Наяву Ксорве давно обошла все склепы и подземелья под Домом Молчания. Она знала их на вид и на ощупь, по опыту и по памяти. Под влиянием лотоса она будто чувствовала их очертания во рту. Вся гора была расчерчена впадинами, а в самом ее сердце находилась огромная пещера.
Провалившись во тьму, она почувствовала на себе взгляд из пустоты.
Присутствие Неназываемого осознавалось не сразу – сначала это напоминало первые робкие волны прилива, которые проскальзывают в норы песчаных обитателей. А затем его сменяло тяжелое невидимое давление, целенаправленное любопытство, которое оценивало ее с беспристрастным интересом.
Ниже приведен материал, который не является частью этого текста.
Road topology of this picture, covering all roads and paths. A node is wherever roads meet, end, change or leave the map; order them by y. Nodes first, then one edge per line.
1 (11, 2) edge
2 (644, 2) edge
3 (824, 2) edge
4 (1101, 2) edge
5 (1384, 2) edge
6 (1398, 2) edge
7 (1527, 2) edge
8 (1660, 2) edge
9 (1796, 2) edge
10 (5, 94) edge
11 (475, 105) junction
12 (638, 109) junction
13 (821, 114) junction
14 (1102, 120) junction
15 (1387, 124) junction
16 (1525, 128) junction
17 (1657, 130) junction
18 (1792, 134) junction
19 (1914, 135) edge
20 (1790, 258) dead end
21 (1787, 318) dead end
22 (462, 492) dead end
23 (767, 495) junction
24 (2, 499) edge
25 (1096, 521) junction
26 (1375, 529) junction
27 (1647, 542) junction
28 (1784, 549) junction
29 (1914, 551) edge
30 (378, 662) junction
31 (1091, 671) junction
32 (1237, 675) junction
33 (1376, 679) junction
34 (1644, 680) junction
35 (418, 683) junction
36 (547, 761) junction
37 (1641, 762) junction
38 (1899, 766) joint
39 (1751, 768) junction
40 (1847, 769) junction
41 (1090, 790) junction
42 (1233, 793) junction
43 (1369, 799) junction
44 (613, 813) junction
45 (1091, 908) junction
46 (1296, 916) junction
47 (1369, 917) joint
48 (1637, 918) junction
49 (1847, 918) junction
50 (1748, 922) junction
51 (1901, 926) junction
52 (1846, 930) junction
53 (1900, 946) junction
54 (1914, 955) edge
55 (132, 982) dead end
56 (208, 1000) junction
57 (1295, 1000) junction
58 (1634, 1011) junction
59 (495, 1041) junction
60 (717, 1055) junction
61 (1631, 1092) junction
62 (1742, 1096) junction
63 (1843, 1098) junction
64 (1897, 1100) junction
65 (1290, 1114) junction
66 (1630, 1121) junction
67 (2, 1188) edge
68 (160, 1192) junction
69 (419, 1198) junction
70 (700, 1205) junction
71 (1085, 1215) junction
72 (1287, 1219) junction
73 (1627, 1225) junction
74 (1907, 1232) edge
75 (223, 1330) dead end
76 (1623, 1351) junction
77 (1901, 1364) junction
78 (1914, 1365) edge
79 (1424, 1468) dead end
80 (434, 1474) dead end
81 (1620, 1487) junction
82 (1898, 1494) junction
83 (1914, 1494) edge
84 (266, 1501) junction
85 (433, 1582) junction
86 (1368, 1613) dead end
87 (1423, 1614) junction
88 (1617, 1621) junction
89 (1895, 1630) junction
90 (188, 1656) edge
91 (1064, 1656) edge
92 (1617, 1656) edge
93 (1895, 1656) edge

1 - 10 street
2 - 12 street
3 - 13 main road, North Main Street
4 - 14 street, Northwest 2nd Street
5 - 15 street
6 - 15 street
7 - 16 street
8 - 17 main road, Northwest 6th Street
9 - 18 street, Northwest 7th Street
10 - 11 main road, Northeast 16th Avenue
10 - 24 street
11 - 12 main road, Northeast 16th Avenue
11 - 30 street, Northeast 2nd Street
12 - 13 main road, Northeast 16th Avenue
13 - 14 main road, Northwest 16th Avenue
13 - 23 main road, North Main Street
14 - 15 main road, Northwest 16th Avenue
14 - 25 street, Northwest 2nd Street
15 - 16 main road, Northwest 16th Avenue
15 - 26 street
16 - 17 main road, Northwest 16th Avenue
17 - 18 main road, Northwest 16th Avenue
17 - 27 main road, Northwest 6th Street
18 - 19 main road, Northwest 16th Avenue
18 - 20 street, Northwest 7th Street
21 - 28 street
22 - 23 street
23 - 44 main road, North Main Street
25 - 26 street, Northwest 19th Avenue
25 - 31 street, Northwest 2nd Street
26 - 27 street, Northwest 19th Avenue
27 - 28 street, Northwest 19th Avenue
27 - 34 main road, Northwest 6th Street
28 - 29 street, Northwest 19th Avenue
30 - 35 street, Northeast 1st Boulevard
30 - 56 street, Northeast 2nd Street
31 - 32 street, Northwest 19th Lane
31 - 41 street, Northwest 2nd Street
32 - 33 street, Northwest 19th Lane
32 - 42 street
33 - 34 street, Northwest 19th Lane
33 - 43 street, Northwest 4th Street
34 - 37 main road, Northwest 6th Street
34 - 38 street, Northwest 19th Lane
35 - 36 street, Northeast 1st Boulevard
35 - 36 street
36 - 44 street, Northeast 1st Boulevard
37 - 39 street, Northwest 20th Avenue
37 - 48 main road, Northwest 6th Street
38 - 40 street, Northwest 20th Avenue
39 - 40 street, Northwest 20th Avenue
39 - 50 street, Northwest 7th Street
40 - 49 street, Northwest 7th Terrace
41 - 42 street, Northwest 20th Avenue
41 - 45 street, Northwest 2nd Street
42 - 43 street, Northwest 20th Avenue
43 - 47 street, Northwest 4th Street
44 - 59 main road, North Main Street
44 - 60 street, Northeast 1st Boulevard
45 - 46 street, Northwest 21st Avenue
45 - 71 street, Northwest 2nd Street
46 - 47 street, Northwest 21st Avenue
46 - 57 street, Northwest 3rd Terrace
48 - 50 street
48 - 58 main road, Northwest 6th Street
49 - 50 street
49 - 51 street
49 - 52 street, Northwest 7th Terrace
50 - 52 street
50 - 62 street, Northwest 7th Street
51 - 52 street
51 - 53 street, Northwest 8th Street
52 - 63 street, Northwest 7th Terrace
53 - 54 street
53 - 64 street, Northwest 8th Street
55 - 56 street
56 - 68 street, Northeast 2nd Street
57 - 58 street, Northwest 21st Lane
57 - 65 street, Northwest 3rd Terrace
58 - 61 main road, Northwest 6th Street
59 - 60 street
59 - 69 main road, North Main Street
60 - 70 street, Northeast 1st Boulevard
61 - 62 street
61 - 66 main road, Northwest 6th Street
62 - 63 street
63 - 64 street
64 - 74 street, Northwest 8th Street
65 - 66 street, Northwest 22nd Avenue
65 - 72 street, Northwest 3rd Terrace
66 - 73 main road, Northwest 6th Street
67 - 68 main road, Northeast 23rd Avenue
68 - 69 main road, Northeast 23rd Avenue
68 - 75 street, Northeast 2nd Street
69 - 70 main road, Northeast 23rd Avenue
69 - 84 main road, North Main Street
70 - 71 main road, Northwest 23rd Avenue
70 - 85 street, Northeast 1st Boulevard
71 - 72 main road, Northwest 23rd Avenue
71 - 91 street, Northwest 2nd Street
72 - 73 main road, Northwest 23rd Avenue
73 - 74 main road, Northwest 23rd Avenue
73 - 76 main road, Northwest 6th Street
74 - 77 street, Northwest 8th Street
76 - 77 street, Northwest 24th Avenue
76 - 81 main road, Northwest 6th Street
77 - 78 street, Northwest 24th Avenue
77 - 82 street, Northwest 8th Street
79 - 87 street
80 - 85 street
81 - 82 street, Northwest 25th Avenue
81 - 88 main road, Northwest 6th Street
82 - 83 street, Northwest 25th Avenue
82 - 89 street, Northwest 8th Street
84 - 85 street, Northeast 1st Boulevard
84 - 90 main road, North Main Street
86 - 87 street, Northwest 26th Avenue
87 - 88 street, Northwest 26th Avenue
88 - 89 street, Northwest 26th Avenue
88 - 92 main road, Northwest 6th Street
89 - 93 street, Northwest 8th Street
Появился голос, затем лицо. Где-то там, в зале Дома Молчания, странник опустился перед ней на колени, без слов приветствуя ее. По его лицу пробегала сверкающая рябь, будто отражаясь от поверхности воды. Хотя ему было не меньше сорока, у него не было ни одного клыка.
Ксорве никогда раньше не встречала чужеземцев и досадовала, что не может лучше разглядеть его.
– Избранная невеста, я смиренно прошу Неназываемого о милости, – произнес странник. Он говорил на ошаарском с необычным акцентом.
– Чего ты ищешь? – раздался голос Ксорве, но она не чувствовала, чтобы ее губы шевелились: ей овладел Неназываемый.
– Знания, – ответил странник.
– Знания о прошедшем или же знания о грядущем? – спросил Неназываемый. Он изучил мысли Кcорве, проверяя, не сопротивляется ли она. Но она прошла обучение. Она была чистым сосудом для божественного гласа.
– Знания о настоящем, – ответил странник.
Это было необычно. Даже неуважительно. Ксорве приготовилась к гневу Неназываемого. Он, очевидно, заметил ее состояние, и она ощутила прилив безмятежности – так успокаивает прохлада, что исходит от открытой гробницы.
– Говори же, – велел Неназываемый голосом Ксорве.
– Неназываемый и Неизреченный, где находится Реликварий Пентравесса?
Ксорве снова почувствовала, как проваливается в ничто. Вспыхнули яркие предметы и пропали из ее поля зрения. А затем она вновь ощутила, как Неназываемый направляет ее внимание.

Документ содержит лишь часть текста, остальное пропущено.